Trois associations et six particuliers ont engagé des poursuites judiciaires cette semaine contre l’État français, qu'ils accusent de « carences fautives » dans la gestion de la pollution aux substances per- et polyfluoroalkylées, plus connues sous le nom de « polluants éternels » ou PFAS.
Les organisations Générations Futures, Notre Affaire à Tous et Bloom, accompagnées de six victimes résidant dans des zones fortement exposées aux PFAS (le Haut-Rhin et la Haute-Savoie), ont déposé un recours devant le tribunal administratif de Paris. Les requérants dénoncent une inaction de l'État qui perdure, malgré des rapports parlementaires alertant sur les risques sanitaires liés à ces molécules dès 2008.
Leur objectif est triple : contraindre l'État à stopper les rejets dans l'environnement, organiser la dépollution des eaux destinées à la consommation humaine et obtenir réparation. La requête demande le versement de 10 000 euros par personne au titre du préjudice d'anxiété et 1 000 euros pour le préjudice moral. N'ayant reçu aucune réponse explicite après leurs demandes indemnitaires adressées en mars à la ministre de l'Environnement et au Premier ministre, les plaignants ont choisi de porter l'affaire devant la justice.

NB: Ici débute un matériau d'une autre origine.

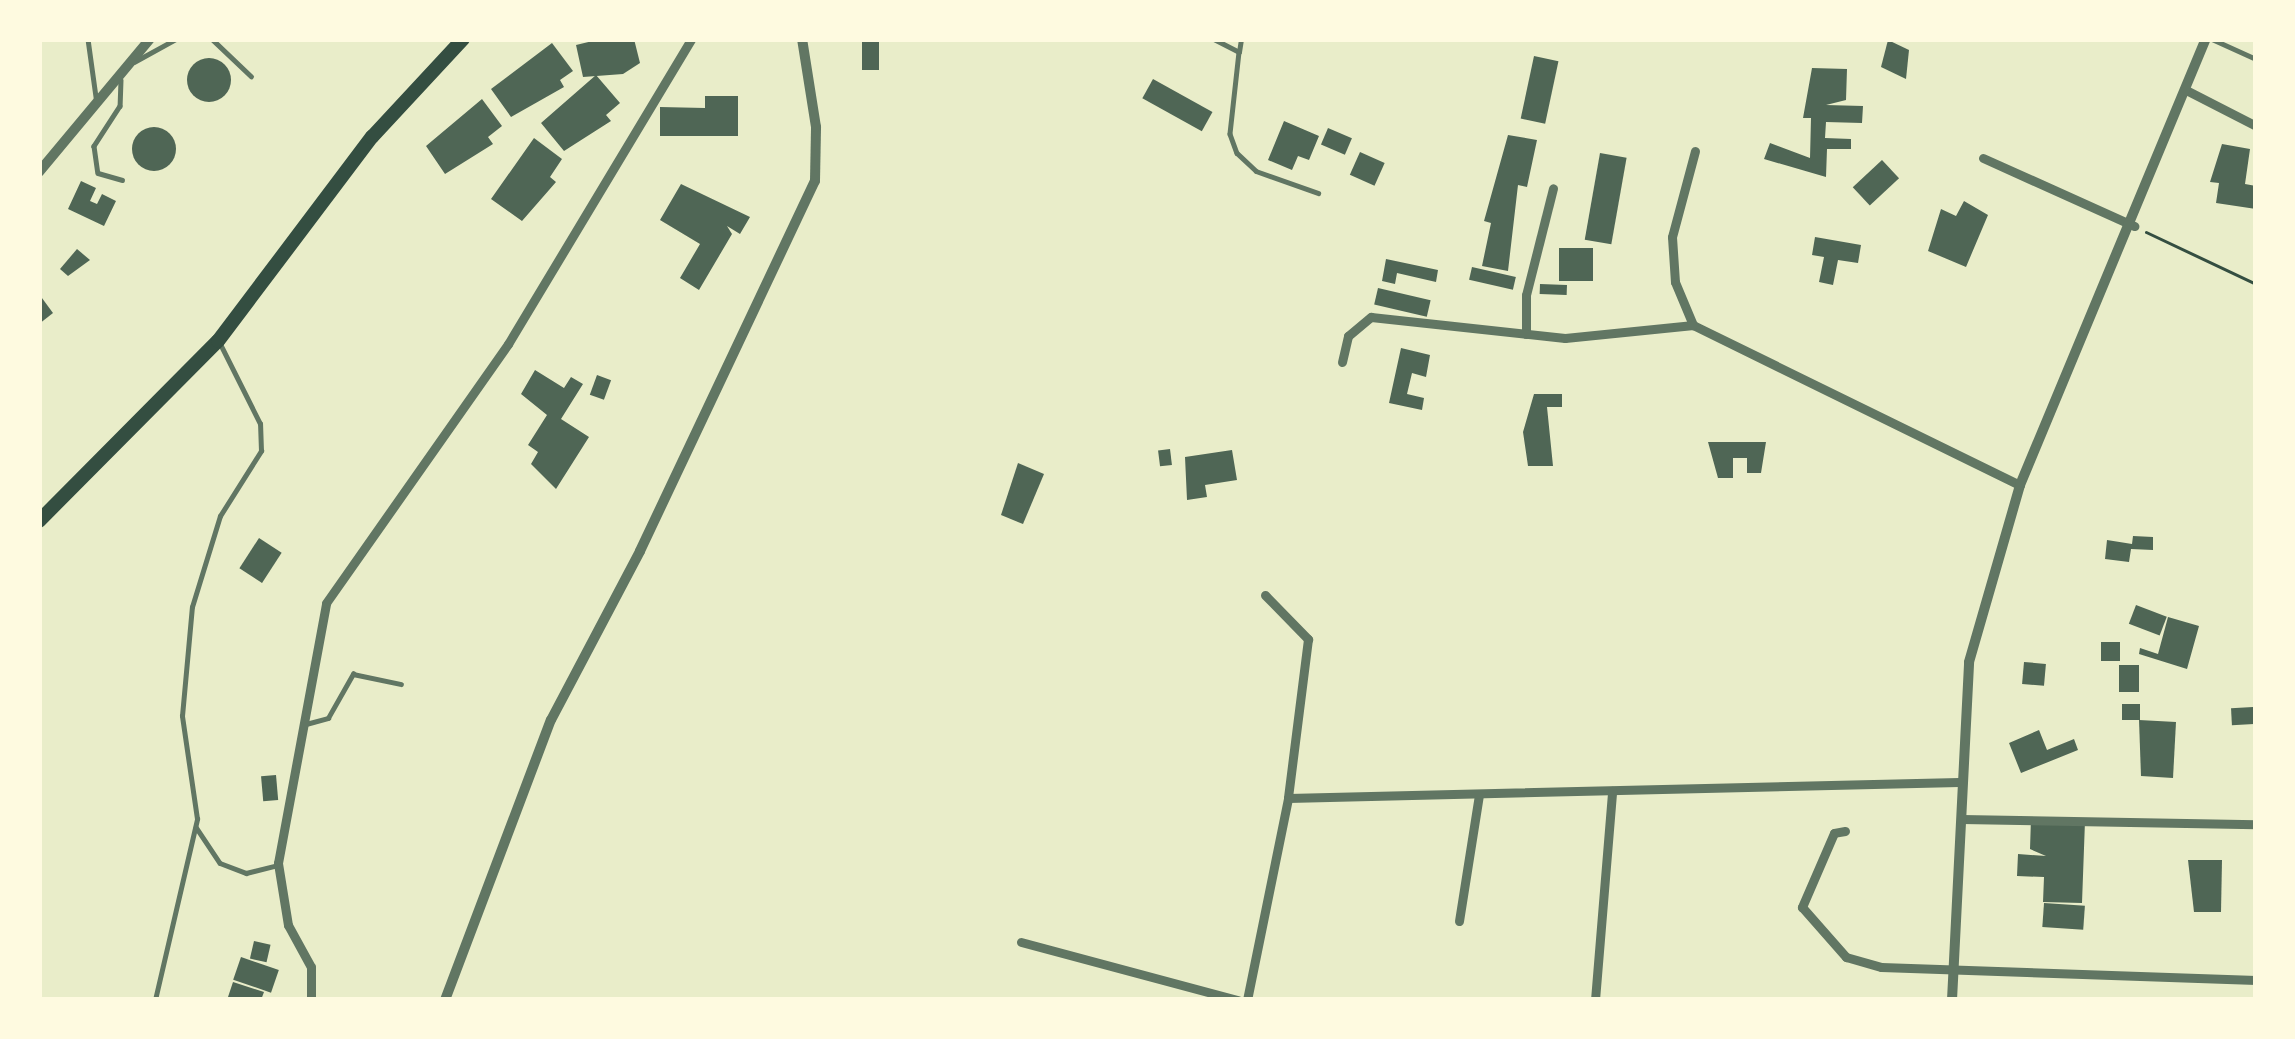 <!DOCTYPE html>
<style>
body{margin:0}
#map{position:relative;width:2295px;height:1039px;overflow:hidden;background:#e9edc9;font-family:"Sofia Sans Condensed",sans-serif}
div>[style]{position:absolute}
.building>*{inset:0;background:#4f6655;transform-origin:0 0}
.round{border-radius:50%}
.path>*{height:3px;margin:-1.5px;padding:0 1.5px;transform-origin:1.5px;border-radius:1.5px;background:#344e41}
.service>*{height:4.5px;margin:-2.25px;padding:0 2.25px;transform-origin:2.25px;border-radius:2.25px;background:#617663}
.minor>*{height:9px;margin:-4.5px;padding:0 4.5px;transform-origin:4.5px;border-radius:4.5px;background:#617663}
.tertiary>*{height:10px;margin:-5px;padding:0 5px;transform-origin:5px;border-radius:5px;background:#617663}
.primary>*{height:14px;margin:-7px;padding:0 7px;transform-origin:7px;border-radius:7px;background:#344e41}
span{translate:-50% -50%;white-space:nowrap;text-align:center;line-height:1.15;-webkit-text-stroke:12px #fefae0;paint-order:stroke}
.frame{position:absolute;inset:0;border:42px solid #fefae0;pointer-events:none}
</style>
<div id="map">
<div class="building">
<i style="clip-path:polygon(601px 39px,634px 39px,640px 63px,623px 74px,583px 77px,576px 45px)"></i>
<i style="left:862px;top:39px;width:17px;height:31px"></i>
<i style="clip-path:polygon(1888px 40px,1909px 50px,1906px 79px,1881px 67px)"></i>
<i style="clip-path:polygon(552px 43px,573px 71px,560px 80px,564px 87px,511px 117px,491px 89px)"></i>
<i style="left:1534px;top:56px;width:25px;height:64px;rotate:12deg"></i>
<i class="round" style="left:187px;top:58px;width:44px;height:44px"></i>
<i style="clip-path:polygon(1812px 68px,1847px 69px,1846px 100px,1826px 105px,1863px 106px,1862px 123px,1826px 122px,1825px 138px,1851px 139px,1851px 149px,1827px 149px,1826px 177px,1764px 159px,1770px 143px,1810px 158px,1811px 118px,1803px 118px)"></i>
<i style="clip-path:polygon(596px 75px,620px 103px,606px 115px,611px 121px,564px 151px,541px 123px)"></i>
<i style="left:1153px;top:79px;width:68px;height:22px;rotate:29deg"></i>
<i style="clip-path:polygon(705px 96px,738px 96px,738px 136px,660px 136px,660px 107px,705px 108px)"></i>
<i style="clip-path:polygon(482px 99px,502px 126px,488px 137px,493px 144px,445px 174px,426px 146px)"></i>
<i style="clip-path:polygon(1284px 121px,1319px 136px,1309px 160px,1298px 156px,1292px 170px,1268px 160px)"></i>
<i class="round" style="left:132px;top:127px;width:44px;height:44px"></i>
<i style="left:1328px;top:128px;width:26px;height:18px;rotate:23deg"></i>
<i style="clip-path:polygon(1508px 135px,1537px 140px,1527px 187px,1518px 185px,1508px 271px,1482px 266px,1491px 223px,1484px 221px)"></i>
<i style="clip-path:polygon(534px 138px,562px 159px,550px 177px,556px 182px,522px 221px,491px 199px)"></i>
<i style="clip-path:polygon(2222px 144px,2250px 149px,2245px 184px,2256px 186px,2256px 209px,2216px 203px,2219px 183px,2210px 182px)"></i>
<i style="left:1360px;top:152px;width:27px;height:25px;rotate:24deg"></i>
<i style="left:1600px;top:153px;width:27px;height:88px;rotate:10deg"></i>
<i style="left:1882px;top:160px;width:25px;height:40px;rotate:47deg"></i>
<i style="clip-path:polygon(81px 181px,96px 188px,90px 201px,97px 204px,102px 194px,116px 201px,104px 226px,68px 209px)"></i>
<i style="clip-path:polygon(681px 184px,750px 217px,740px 234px,727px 226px,732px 234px,699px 290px,680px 278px,700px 244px,660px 220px)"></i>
<i style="clip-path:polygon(1964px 201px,1988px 215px,1966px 267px,1928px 251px,1941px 209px,1956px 216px)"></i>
<i style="clip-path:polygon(1815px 237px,1861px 245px,1858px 263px,1838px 260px,1833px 285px,1819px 282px,1824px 257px,1812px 255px)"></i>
<i style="left:1559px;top:248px;width:34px;height:33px"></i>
<i style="clip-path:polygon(77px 249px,90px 260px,68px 276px,60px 269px)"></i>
<i style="clip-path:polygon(1386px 259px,1438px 270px,1436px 282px,1397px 273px,1395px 284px,1382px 281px)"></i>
<i style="left:1472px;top:267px;width:45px;height:13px;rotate:13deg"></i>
<i style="left:1540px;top:284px;width:27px;height:10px;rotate:2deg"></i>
<i style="left:1378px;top:288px;width:54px;height:17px;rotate:13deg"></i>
<i style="clip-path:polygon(39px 294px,53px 313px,39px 324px)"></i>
<i style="clip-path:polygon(1401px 348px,1430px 355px,1426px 377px,1412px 373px,1407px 394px,1424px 398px,1422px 410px,1389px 403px)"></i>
<i style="clip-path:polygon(535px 370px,564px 388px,571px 377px,583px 384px,561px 419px,589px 437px,556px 489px,531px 464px,538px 452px,528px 445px,547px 415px,521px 394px)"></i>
<i style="left:597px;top:375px;width:15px;height:21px;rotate:20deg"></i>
<i style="clip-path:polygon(1534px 394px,1562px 394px,1562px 407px,1547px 407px,1553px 466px,1528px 466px,1523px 432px)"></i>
<i style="clip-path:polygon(1708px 442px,1766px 442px,1761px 473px,1747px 473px,1747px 458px,1733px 458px,1733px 478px,1718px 478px)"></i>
<i style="left:1170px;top:449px;width:16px;height:12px;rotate:83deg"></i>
<i style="clip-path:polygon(1232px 450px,1237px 480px,1205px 485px,1207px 497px,1187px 500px,1185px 457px)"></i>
<i style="clip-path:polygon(1018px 463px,1044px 474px,1023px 524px,1001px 515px)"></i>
<i style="clip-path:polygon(2133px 536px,2153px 537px,2153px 550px,2131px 549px,2129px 562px,2105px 559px,2107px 540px,2132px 544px)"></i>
<i style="left:259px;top:538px;width:27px;height:36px;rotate:33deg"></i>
<i style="left:2136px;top:605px;width:33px;height:20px;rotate:21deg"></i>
<i style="clip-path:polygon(2168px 617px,2199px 626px,2187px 669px,2139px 654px,2140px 648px,2158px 654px)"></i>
<i style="left:2101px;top:642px;width:19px;height:19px"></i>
<i style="left:2024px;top:662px;width:22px;height:22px;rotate:5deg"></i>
<i style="left:2119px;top:665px;width:20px;height:27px"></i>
<i style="left:2122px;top:704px;width:18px;height:16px"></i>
<i style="left:2253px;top:707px;width:17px;height:22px;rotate:87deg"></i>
<i style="clip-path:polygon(2139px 720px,2176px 722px,2173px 778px,2141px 776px)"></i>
<i style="clip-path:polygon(2039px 730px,2047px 750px,2074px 739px,2078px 750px,2021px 773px,2009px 743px)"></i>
<i style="left:276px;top:775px;width:25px;height:15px;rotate:85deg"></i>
<i style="clip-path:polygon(2031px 818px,2085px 821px,2082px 903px,2043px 902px,2044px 877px,2017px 876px,2018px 854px,2046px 856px,2030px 849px)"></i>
<i style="clip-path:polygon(2188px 860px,2222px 860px,2221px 912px,2194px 912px)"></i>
<i style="left:2044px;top:903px;width:41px;height:24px;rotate:4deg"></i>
<i style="left:254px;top:941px;width:17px;height:18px;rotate:13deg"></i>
<i style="left:241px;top:957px;width:40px;height:24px;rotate:19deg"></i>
<i style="clip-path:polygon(233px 982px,264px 992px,261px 1000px,227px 1000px)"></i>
</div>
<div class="path">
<i style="left:2146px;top:232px;width:122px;rotate:25.3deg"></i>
</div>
<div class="service">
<i style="left:88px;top:39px;width:59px;rotate:82.1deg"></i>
<i style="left:212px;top:39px;width:54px;rotate:43.5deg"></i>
<i style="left:1214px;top:39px;width:28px;rotate:27deg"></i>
<i style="left:1239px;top:52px;width:82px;rotate:96.3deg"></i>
<i style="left:1230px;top:134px;width:20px;rotate:70deg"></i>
<i style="left:1237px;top:153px;width:26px;rotate:43deg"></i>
<i style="left:1256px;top:171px;width:66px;rotate:19.5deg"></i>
<i style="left:2212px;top:39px;width:48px;rotate:24.4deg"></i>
<i style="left:1239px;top:52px;width:13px;rotate:-81deg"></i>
<i style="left:134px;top:62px;width:48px;rotate:-28.7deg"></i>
<i style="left:121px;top:80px;width:26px;rotate:92deg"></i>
<i style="left:120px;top:106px;width:48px;rotate:123deg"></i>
<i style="left:94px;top:146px;width:27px;rotate:82deg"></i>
<i style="left:98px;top:173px;width:25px;rotate:16deg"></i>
<i style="left:306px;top:724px;width:23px;rotate:-15deg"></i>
<i style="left:328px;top:718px;width:51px;rotate:-60.4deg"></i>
<i style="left:353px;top:674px;width:49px;rotate:11.8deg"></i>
<i style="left:196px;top:827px;width:43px;rotate:56.3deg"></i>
<i style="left:220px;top:863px;width:28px;rotate:21deg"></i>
<i style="left:246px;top:873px;width:29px;rotate:-14deg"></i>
<i style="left:155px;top:1000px;width:186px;rotate:-76.9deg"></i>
<i style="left:197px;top:819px;width:104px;rotate:-98.3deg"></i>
<i style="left:182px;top:716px;width:109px;rotate:-84.8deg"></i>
<i style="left:192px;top:607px;width:95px;rotate:-72.9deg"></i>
<i style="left:220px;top:516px;width:77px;rotate:-57.8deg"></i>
<i style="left:261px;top:451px;width:27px;rotate:-92deg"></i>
<i style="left:260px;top:424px;width:87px;rotate:-116.6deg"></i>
</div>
<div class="minor">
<i style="left:2186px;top:90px;width:79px;rotate:27.2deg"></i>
<i style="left:1695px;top:151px;width:89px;rotate:105deg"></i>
<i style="left:1672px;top:237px;width:45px;rotate:86.2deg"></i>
<i style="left:1675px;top:282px;width:47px;rotate:67.3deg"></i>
<i style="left:1693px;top:325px;width:364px;rotate:26.1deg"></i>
<i style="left:1983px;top:158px;width:166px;rotate:24.2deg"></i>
<i style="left:1526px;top:334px;width:39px;rotate:-90deg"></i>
<i style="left:1526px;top:295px;width:110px;rotate:-75.8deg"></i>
<i style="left:1342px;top:362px;width:27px;rotate:-77deg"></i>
<i style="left:1348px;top:336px;width:30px;rotate:-40deg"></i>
<i style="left:1371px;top:317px;width:195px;rotate:6.2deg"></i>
<i style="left:1565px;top:338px;width:129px;rotate:-5.8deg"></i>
<i style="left:1265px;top:595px;width:62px;rotate:45.7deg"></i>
<i style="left:1308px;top:639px;width:160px;rotate:97.2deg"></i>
<i style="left:1962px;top:819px;width:294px;rotate:1deg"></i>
<i style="left:1845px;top:831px;width:11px;rotate:170deg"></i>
<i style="left:1834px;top:833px;width:81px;rotate:113.4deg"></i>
<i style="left:1802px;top:907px;width:67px;rotate:48.7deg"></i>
<i style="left:1846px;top:957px;width:36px;rotate:16deg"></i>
<i style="left:1881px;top:967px;width:375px;rotate:2deg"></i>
<i style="left:1459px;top:921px;width:128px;rotate:-81deg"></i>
<i style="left:1021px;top:942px;width:225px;rotate:15deg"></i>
<i style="left:311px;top:1000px;width:33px;rotate:-90deg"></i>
<i style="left:311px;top:967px;width:48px;rotate:-118.7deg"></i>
<i style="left:288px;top:925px;width:63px;rotate:-99.2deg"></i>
<i style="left:278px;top:863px;width:264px;rotate:-79.5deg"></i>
<i style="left:326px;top:603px;width:317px;rotate:-54.9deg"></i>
<i style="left:508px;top:344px;width:356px;rotate:-59deg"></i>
<i style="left:1247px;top:1000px;width:206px;rotate:-78.5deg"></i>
<i style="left:1288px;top:798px;width:671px;rotate:-1.37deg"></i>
<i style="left:1595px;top:1000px;width:210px;rotate:-85.3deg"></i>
</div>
<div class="tertiary">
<i style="left:39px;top:172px;width:173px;rotate:-50.2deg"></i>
<i style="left:445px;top:1000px;width:299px;rotate:-69.3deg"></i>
<i style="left:551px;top:720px;width:191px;rotate:-62.2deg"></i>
<i style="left:640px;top:551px;width:409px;rotate:-64.7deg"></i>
<i style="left:815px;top:181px;width:54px;rotate:-88.9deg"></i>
<i style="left:816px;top:127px;width:89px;rotate:-99deg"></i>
<i style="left:1952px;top:1000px;width:338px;rotate:-87.1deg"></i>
<i style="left:1969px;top:662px;width:184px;rotate:-73.9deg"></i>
<i style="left:2020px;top:485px;width:483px;rotate:-67.4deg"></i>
</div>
<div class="primary">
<i style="left:39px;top:521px;width:254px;rotate:-45.2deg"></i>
<i style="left:218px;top:341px;width:256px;rotate:-53deg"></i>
<i style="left:372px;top:137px;width:134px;rotate:-47.1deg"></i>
</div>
<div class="frame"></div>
</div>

Les PFAS, omniprésents dans la vie quotidienne, sont au cœur d'une controverse sur l'exposition de la population française. Un rapport du Haut-commissariat au plan, publié en octobre 2025, révèle que 24 % des adolescents français présentent des concentrations de PFAS dans le sang dépassant les seuils recommandés par l'Agence européenne de sécurité alimentaire (EFSA). Ce taux est nettement plus élevé qu'en Allemagne (18 %) ou en Espagne (1 %).
Les associations critiquent également la lenteur de mise en œuvre législative. Bien qu'une loi ait été votée en 2024 à l'initiative du député écologiste Nicolas Thierry, les décrets d'application — notamment celui concernant la redevance sur les rejets industriels — ont été reportés, privant les pouvoirs publics de ressources nécessaires à la dépollution.
Le tribunal administratif devra désormais statuer sur les suites à donner à cette procédure, dans un contexte où la pression citoyenne pour un encadrement strict des « polluants éternels » s'intensifie.